たとえば以前、福永信の『コップとコッペパンとペン』のサイン用紙では裏面にさりげなく長嶋有も登場していたし、長嶋有『ねたあとに』のサイン本では中に挟み込まれてある「新刊案内」に福永信のひと言メッセージが書き添えられていたし。

とにかくこの2人がともに行動しているとなると、絶対に“何か”やらかしてくれているに違いないんです。
そんな訳で、早速買ってきた『アクロバット前夜90°』、そっとなかを覗いてみると……ブワッハッハッハ
いきなり
「さおとめゆみ」って、いったい……
さおとめ ゆみですよ。
もうね、これ、サイン本じゃないでしょう……ブワッハッハッハ
この本が福永信のサイン本だなんて言っても、「お前が自分で書いたんだろ」とウソつき野郎呼ばわりされること、間違いありませんって。

ちなみに、この「さおとめゆみ」とは、登場人物の名前なんです。
しかも表題作でない作品の……ブワッハッハッハ
これまでにも散々「一見するとサイン本とは判らないサイン本」を見てきましたが、さすがに登場人物名でサインする作家は初めて見ましたよ……。
あ、違います、違います。いました、いました。登場人物名でサインする方。
南極夏彦のお言葉入りサイン
南極夏彦ですね。

……んー、ただ彼の場合は、登場人物名といっても自分の名前をもじっているし、あの黒々とした毛筆で書かれたサインはどう見ても京極夏彦だし、まあ間違えようはないかと。
しかしこの「さおとめゆみ」なんて……ブワッハッハッハ
あー、もう笑いすぎて腹いてぇー。

もうこれだけ爆笑させてもらったら、今日のブログネタは十分できたな、と本棚にしまおうとしながらも、何気なくページの後ろの方をペラペラ捲っていたら……わー!
なんと後ろですよ、後ろ。

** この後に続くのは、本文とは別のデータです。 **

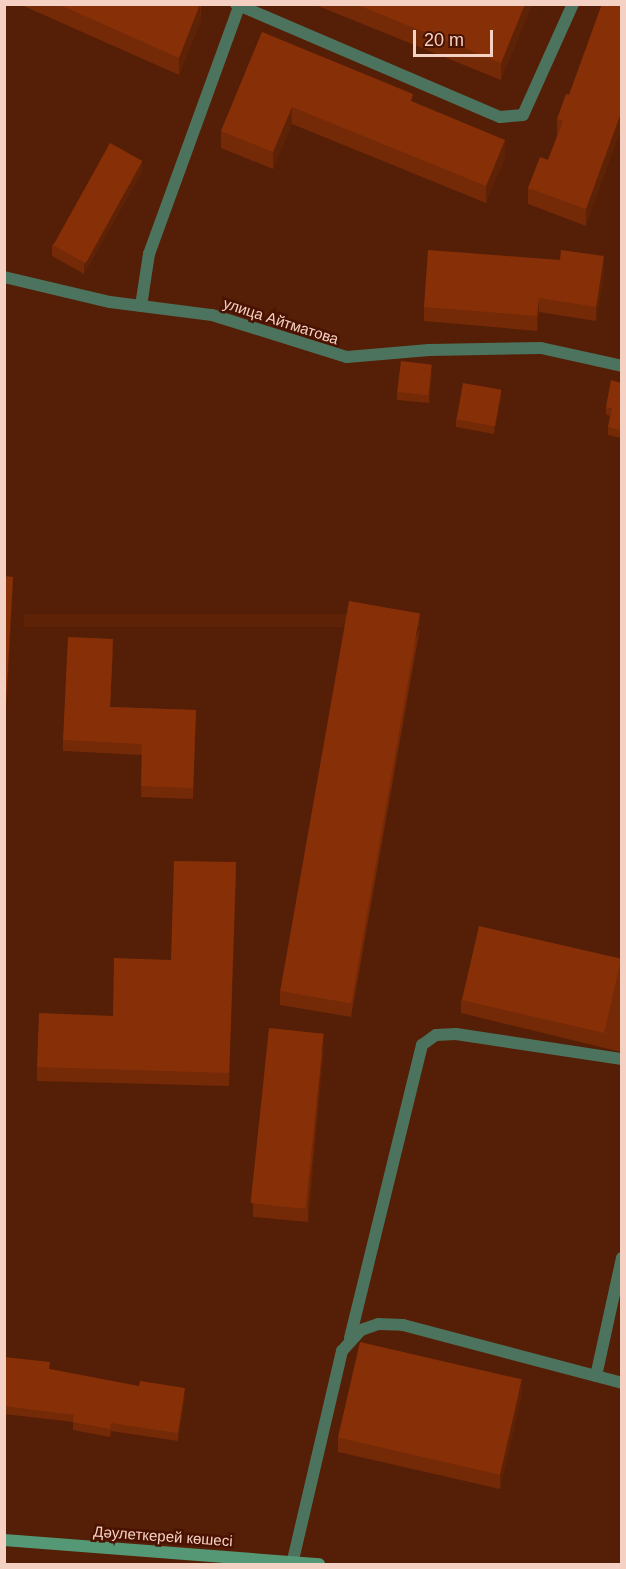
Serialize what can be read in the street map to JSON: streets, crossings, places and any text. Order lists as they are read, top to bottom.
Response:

後ろの見返し。

福永信の本当のサインがあったのでした。
危うく見逃すところだったのでした。
後ろの見返しに福永信の本物のサインが……

しかも……わー! わー!
ペンのインク転写防止用の挟み紙にもメッセージが書かれてありますよ! 長嶋有のメッセージとともに!
挟み紙には福永信と長嶋有のメッセージが……
やっぱり今回のサイン本も2人のコラボレーションサインだったのでした!
(ちなみに“140th”というのは、この本が置かれてあった丸善が今年で開店140周年ということで、“10th”というのは、福永信が第1回リトルモア・ストリートノベル大賞を受賞して今年で10年ということなんでしょうね)

ということで、その隣に並べてあった長嶋有『ねたあとに』でも、福永信が何か書いているのでしょうか。
うわー、メチャクチャ気になってきてしまいましたよ。